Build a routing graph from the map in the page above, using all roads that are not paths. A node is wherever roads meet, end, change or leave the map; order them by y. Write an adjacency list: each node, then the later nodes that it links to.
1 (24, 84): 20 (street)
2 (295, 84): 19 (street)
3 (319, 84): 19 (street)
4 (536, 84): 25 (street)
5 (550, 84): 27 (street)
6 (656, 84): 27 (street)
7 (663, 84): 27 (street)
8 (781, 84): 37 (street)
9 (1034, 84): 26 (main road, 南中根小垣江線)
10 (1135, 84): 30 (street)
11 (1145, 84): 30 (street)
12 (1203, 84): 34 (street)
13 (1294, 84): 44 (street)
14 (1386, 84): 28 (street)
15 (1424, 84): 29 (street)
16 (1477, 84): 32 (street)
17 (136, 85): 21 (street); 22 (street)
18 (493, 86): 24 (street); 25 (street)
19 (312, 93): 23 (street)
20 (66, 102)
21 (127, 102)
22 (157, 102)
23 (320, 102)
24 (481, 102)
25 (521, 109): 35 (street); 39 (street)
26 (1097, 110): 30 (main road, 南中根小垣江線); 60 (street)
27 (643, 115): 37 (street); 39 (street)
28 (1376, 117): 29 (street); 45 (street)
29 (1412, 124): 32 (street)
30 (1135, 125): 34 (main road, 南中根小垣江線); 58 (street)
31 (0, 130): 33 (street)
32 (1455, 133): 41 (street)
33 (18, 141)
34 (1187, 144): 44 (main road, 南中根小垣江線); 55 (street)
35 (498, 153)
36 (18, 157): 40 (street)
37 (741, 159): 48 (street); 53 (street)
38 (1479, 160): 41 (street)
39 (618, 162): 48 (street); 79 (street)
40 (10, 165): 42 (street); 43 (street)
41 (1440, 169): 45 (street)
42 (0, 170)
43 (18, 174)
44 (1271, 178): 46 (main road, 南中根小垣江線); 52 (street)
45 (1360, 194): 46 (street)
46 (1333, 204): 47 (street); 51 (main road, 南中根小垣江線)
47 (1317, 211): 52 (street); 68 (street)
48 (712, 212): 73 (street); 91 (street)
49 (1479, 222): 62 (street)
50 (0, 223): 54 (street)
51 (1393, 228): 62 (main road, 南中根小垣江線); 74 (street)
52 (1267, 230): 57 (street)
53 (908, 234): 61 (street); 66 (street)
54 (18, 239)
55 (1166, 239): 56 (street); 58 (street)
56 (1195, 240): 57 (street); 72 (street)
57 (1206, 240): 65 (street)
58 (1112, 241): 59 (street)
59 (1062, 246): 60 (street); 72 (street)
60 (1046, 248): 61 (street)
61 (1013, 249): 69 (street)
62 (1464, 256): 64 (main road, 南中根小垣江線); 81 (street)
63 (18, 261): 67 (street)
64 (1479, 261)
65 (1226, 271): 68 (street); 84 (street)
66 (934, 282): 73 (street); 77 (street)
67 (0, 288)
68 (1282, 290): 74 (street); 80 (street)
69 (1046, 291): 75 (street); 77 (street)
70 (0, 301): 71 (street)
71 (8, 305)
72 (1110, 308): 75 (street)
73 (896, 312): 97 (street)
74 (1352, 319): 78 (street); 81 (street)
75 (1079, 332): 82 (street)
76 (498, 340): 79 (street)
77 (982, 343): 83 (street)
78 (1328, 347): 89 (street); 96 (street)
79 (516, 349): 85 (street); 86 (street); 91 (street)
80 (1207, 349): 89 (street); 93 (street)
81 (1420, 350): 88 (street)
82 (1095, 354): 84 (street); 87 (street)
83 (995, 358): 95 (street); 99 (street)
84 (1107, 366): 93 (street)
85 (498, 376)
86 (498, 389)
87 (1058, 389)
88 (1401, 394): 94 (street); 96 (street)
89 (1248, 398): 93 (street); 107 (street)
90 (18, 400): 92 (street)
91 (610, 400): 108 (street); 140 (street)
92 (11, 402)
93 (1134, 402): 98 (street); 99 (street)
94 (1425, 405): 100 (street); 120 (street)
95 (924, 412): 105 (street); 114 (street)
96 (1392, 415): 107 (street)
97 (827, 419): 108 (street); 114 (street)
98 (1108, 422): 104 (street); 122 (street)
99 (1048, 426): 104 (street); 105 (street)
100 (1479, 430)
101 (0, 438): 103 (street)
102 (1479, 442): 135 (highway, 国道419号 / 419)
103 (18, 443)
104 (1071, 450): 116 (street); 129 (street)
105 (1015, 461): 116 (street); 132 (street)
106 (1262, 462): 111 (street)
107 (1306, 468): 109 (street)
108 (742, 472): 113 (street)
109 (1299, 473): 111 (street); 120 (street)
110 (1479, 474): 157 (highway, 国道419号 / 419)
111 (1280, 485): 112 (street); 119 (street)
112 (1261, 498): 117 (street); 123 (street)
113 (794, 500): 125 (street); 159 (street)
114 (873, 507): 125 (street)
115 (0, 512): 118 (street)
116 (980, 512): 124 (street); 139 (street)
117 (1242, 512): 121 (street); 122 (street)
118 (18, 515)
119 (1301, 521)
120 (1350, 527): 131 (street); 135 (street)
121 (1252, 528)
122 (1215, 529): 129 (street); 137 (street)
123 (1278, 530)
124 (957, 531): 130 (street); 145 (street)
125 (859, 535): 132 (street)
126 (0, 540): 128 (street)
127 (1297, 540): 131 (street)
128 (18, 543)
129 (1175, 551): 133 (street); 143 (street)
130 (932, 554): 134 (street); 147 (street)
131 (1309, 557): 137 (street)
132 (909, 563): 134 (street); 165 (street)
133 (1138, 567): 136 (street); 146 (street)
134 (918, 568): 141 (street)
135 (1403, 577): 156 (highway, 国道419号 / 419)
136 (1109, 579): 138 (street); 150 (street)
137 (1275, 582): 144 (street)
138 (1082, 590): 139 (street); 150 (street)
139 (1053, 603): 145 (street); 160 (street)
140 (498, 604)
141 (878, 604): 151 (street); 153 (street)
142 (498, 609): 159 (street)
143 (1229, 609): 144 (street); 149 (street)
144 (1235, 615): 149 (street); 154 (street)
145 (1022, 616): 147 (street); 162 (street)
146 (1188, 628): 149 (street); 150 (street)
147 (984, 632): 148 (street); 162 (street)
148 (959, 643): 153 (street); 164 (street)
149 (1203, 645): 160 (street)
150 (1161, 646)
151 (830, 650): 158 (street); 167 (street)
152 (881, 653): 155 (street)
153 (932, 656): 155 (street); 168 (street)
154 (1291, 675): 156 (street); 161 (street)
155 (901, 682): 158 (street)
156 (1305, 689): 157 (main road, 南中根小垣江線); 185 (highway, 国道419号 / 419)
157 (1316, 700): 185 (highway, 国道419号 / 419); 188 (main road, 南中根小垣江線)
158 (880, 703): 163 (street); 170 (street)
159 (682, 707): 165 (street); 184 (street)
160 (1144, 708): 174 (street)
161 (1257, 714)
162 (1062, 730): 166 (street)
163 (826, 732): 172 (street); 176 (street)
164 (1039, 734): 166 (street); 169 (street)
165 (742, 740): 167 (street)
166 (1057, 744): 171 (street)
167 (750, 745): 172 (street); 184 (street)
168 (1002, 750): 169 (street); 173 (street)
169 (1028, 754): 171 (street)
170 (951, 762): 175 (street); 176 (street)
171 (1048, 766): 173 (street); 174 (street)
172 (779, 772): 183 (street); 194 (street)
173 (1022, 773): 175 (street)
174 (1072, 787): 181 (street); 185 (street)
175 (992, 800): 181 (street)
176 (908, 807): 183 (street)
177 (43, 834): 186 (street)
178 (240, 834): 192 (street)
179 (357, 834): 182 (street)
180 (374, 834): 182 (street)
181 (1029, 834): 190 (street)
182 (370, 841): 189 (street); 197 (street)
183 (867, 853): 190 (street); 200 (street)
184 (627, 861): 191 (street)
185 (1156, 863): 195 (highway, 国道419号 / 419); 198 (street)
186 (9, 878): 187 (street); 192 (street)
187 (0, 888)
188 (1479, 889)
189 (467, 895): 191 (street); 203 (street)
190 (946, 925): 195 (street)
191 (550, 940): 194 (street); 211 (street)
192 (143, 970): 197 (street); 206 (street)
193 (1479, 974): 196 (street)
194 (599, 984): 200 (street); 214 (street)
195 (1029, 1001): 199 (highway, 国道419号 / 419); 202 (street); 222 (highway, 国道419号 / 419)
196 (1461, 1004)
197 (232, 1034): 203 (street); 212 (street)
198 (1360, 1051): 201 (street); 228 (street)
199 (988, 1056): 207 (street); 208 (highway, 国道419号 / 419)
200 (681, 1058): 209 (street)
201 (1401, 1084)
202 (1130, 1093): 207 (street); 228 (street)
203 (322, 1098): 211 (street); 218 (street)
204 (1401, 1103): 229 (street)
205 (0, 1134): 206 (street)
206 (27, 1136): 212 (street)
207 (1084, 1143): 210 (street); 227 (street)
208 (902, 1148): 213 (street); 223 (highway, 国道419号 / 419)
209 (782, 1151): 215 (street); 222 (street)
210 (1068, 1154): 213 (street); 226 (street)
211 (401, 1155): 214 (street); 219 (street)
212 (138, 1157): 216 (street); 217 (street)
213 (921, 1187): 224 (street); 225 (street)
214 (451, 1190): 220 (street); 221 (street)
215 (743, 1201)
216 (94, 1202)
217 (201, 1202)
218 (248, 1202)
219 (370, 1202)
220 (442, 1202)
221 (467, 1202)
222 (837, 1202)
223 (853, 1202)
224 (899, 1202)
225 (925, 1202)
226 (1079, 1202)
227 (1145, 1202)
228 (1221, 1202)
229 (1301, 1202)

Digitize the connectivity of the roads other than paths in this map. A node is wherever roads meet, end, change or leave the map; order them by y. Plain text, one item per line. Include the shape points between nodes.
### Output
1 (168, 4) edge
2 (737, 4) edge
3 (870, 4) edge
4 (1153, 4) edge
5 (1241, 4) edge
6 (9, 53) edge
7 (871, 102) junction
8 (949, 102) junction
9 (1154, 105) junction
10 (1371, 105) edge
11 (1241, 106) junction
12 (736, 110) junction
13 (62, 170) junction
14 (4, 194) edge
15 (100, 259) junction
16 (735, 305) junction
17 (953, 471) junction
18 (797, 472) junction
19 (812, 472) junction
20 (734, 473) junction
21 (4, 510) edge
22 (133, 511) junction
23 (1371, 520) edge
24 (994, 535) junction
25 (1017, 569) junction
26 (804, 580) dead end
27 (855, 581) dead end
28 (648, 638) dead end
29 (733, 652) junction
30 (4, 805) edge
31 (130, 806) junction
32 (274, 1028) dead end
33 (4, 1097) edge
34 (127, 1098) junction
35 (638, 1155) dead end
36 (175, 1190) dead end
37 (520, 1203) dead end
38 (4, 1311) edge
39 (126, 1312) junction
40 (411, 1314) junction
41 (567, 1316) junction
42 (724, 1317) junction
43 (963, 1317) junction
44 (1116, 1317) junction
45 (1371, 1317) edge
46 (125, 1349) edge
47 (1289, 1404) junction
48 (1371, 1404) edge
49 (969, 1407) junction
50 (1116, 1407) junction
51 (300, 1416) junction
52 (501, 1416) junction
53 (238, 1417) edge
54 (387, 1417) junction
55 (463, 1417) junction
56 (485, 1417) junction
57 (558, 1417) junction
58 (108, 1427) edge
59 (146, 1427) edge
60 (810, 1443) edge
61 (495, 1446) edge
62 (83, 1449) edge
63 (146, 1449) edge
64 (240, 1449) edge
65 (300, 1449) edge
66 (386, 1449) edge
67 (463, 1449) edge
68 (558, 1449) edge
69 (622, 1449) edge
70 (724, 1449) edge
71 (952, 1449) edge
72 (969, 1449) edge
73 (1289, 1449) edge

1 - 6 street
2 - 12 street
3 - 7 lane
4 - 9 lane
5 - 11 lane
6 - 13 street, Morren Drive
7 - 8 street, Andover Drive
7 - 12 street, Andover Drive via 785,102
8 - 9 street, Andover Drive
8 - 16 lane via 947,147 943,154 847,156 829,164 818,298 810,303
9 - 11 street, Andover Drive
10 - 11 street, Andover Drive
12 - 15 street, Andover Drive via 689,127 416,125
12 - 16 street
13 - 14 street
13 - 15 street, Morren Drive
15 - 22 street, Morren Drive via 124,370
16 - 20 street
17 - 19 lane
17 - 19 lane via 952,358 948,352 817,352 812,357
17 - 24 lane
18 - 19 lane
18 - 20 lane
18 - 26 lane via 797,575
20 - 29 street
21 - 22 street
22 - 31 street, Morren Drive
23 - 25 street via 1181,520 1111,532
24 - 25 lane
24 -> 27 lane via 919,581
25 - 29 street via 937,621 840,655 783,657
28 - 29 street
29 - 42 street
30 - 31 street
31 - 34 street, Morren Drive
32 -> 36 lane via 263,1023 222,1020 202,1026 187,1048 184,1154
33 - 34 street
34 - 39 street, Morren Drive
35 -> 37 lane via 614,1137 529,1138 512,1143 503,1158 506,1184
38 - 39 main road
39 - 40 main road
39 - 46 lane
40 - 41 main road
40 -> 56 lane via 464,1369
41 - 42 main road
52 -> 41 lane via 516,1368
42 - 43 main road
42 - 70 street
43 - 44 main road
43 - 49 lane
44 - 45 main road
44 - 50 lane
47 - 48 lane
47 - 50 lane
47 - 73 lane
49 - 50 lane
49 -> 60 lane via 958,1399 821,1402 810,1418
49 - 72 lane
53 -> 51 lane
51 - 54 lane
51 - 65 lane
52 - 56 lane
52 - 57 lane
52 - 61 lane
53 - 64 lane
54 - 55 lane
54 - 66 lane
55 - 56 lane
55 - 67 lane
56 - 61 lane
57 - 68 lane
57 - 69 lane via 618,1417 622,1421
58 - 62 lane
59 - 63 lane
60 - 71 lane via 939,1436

● **YOUR OBJECTIVE**:
From the listing above, copy all lines holding the word "Andover".

● **ANSWER BOX**:
7 - 8 street, Andover Drive
7 - 12 street, Andover Drive via 785,102
8 - 9 street, Andover Drive
9 - 11 street, Andover Drive
10 - 11 street, Andover Drive
12 - 15 street, Andover Drive via 689,127 416,125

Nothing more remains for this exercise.